(Given records):
# # # # #
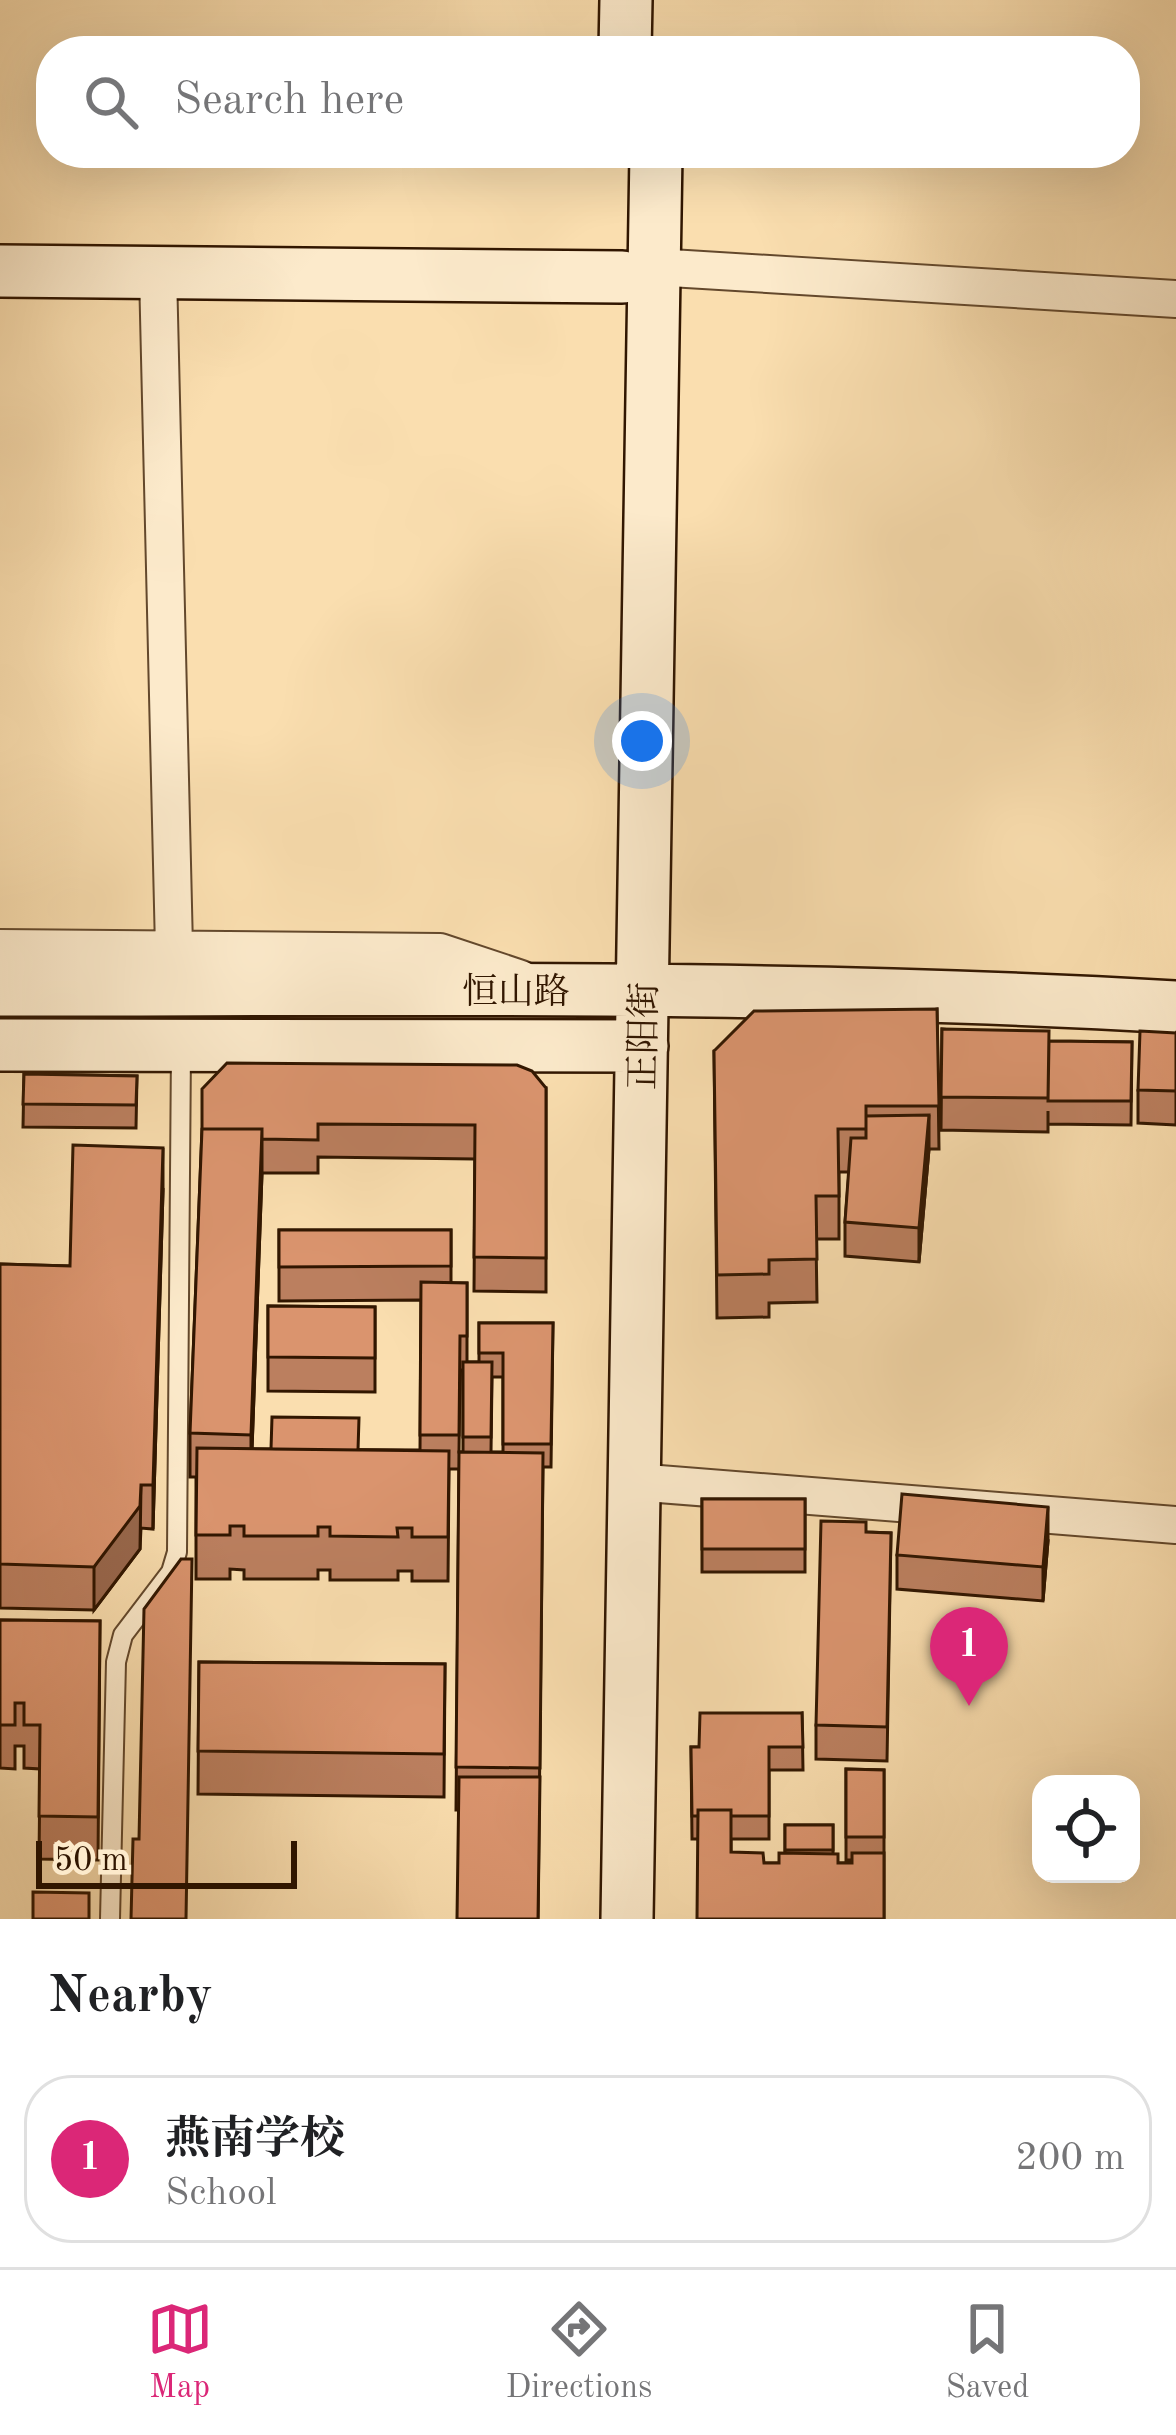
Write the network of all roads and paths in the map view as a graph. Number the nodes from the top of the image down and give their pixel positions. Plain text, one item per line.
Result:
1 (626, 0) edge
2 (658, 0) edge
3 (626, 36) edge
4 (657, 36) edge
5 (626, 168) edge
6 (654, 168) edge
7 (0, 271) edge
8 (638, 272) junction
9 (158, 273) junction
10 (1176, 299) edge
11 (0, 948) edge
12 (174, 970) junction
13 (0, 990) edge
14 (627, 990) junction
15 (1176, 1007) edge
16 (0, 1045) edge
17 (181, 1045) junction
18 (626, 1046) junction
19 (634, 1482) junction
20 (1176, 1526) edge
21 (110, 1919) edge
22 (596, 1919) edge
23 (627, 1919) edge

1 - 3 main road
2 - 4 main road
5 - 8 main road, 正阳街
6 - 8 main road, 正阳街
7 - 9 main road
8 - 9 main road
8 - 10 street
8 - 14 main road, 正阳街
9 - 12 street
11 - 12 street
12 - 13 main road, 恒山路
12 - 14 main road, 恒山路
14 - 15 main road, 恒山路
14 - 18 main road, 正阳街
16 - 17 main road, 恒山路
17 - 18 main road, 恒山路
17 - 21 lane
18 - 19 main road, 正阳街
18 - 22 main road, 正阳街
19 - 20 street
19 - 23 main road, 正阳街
# # # # #
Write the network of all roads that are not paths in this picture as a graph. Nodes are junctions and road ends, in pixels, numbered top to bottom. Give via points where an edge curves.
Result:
# # # # #
Look over the data above and show each line that contains "network".

Write the network of all roads and paths in the map view as a graph. Number the nodes from the top of the image down and give their pixel positions. Plain text, one item per line.
Write the network of all roads that are not paths in this picture as a graph. Nodes are junctions and road ends, in pixels, numbered top to bottom. Give via points where an edge curves.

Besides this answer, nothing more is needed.